This possibly could be explained by claiming that each moment of the fast is like a separate requirement, and on the contrary, we are merely demanding that the minors keep as many of these moments as possible - just as we demand that they keep other mitzvot to their ability. However, in our se'if the SA allows something for children, for the sake of chinukh, that is FORBIDDEN for adults - as the MB explains in s.k. 93. This definitely seems to contradict the Ritva's principle, that "chinukh" means to accustom children to the habits they will be obligated to do as adults.


It seems that "chinukh" encompasses two distinct requirements. One is to ACCUSTOM the child to fulfill mitzvot, and the other is to EDUCATE the child in the performance of mitzvot. Usually these aspects overlap. Giving a boy a lulav accustoms him to shaking it (if it is actually Sukkot) and also teaches him how to perform the mitzva. Sometimes they occur separately. The gemara (Sukkah 28b) relates that Shamai made a sukkah for his infant son. This initiates the child into the performance of the mitzva, but doesn't teach him anything. Conversely, fasting for an hour or two is educational but doesn't really perform any mitzva.


However, on occasion these two aspects may actually be in opposition. When an adult blesses for the child, this contradicts the first kind of chinukh, because when he is a grown-up, it will be forbidden to have someone who is not eating bless for him. But it may be essential for the second kind of chinukh. Since we MAY say a blessing for a child, it seems that when the two aspects of chinukh are in conflict, "education" wins out over "initiation."


This insight can help us explain why this particular ruling applies only to children. The Beit Yosef at first is reluctant to adopt this understanding - after all, shouldn't we provide chinukh to adults as well? But in the end he does adopt the ruling mentioned in the MB. We can now provide the following explanation: there is an obligation to ACCUSTOM both adults and children to mitzvot, and there is an obligation to EDUCATE both adults and children in mitzvot. But when there is a contradiction between habituation and education, then there is a difference. With an adult, habituation is more important, because if he develops improper habits they immediately involve improper behavior. But with a child, education is more important; the child will translate this education into appropriate habits later on in life.


Sometimes the tradeoff can be more subtle. For instance, if children don't yet know that the cup of wine is supposed to overflow at havdala, then making havdala on shemitta wine won't teach them about this (because it is forbidden to waste this wine by pouring it over). But if the children already know this, then making havdala on shemitta wine will teach them that it is forbidden to waste this wine. Rav Amital told me that it is better to make havdala on shemitta wine. When the next year comes around and we don't spill the wine, the children will learn the difference, and absorb both messages at once.

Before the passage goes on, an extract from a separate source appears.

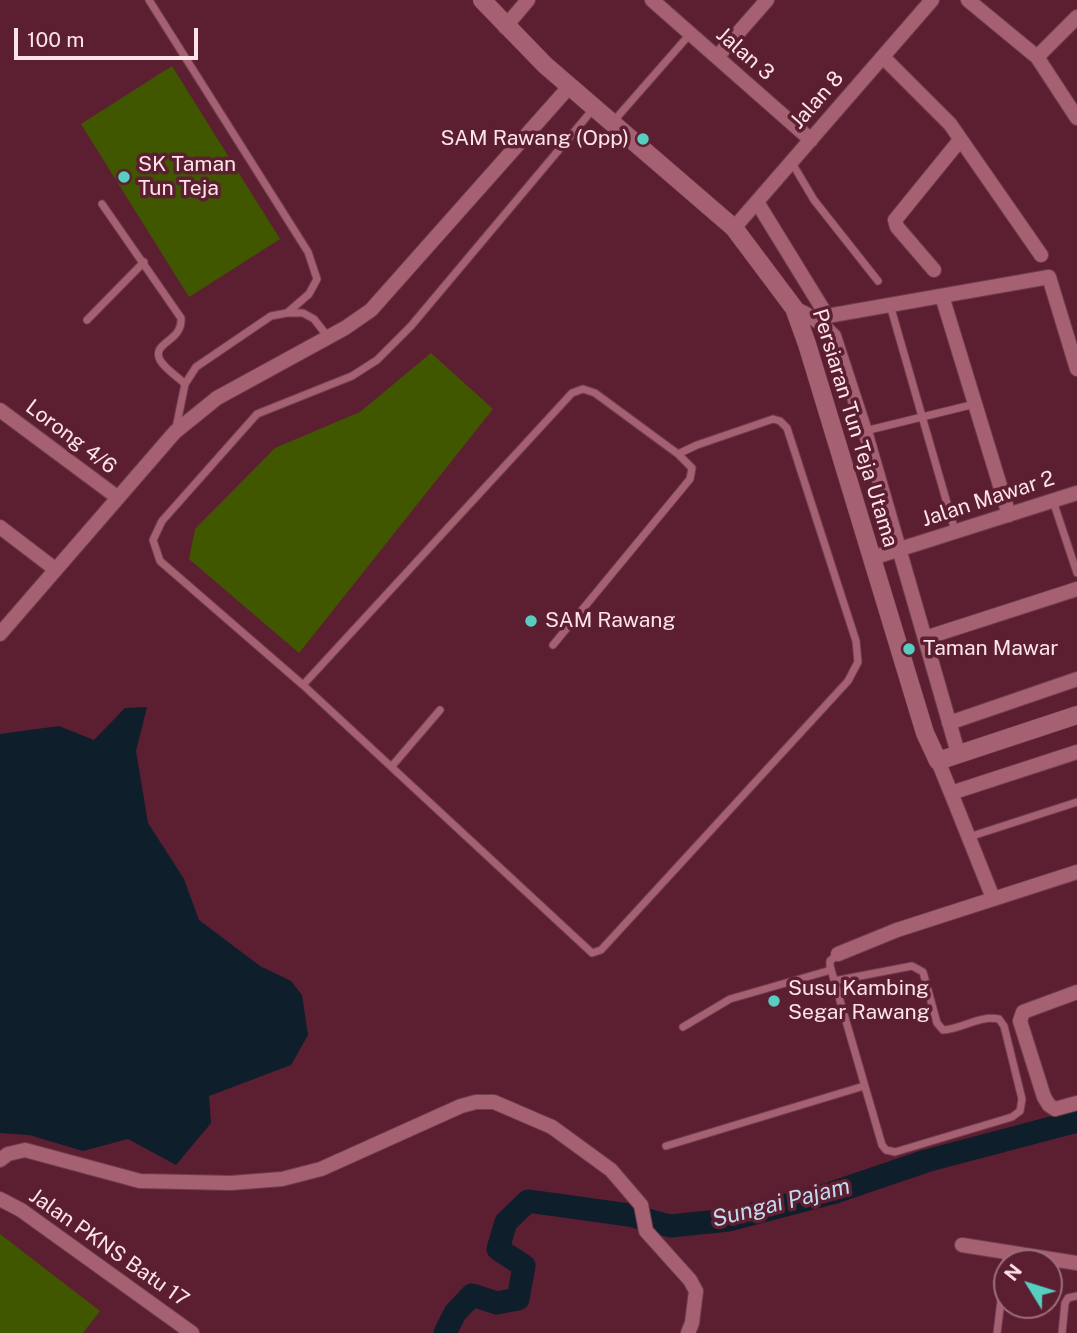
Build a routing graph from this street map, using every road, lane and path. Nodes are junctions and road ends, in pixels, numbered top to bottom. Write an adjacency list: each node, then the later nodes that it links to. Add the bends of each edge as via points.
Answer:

It is said: If pieces and whole bread are brought before them: Rav Huna says to bless on the pieces and exempt the whole; Rebbe Yochanan says that the preferable mitzva is [to bless] on the whole. But if there is a piece of wheat bread and a whole barley bread, all agree that he should bless on the piece of wheat bread and exempt the barley...A reverent person [yerei shamayim] fulfills both. Who is it [this reverent person] - Mar Barei De-Ravina, who places the piece within the whole loaf and then breaks bread. (Berakhot 39b)


Of course, Rav Huna is not saying that blessing on the pieces of bread is preferable. Rather, he means either that blessing on the pieces is permissible (Rabbeinu Tam), or that blessing on pieces may be required if they have some other advantage - for instance, if they are larger than the whole bread (Rashi).


What is the "both" that the reverent person fulfills? Rashi explains it means "both opinions." If the piece is large and the loaf small, Rav Huna prefers the large and Rebbe Yochanan the whole; the reverent person blesses on both together.


However, according to Rabbeinu Tam, this explanation is impossible. Rav Huna has nothing against making a berakha on the loaf, he merely PERMITS blessing on the piece. Rabbeinu Tam explains that "both" means "both kinds of bread" - the broken wheat bread as well as the whole barley loaf. This is also the opinion of the Rif, Rambam and Rosh, and since the SA bases his rulings on these three Rishonim, we are not surprised that this is his ruling.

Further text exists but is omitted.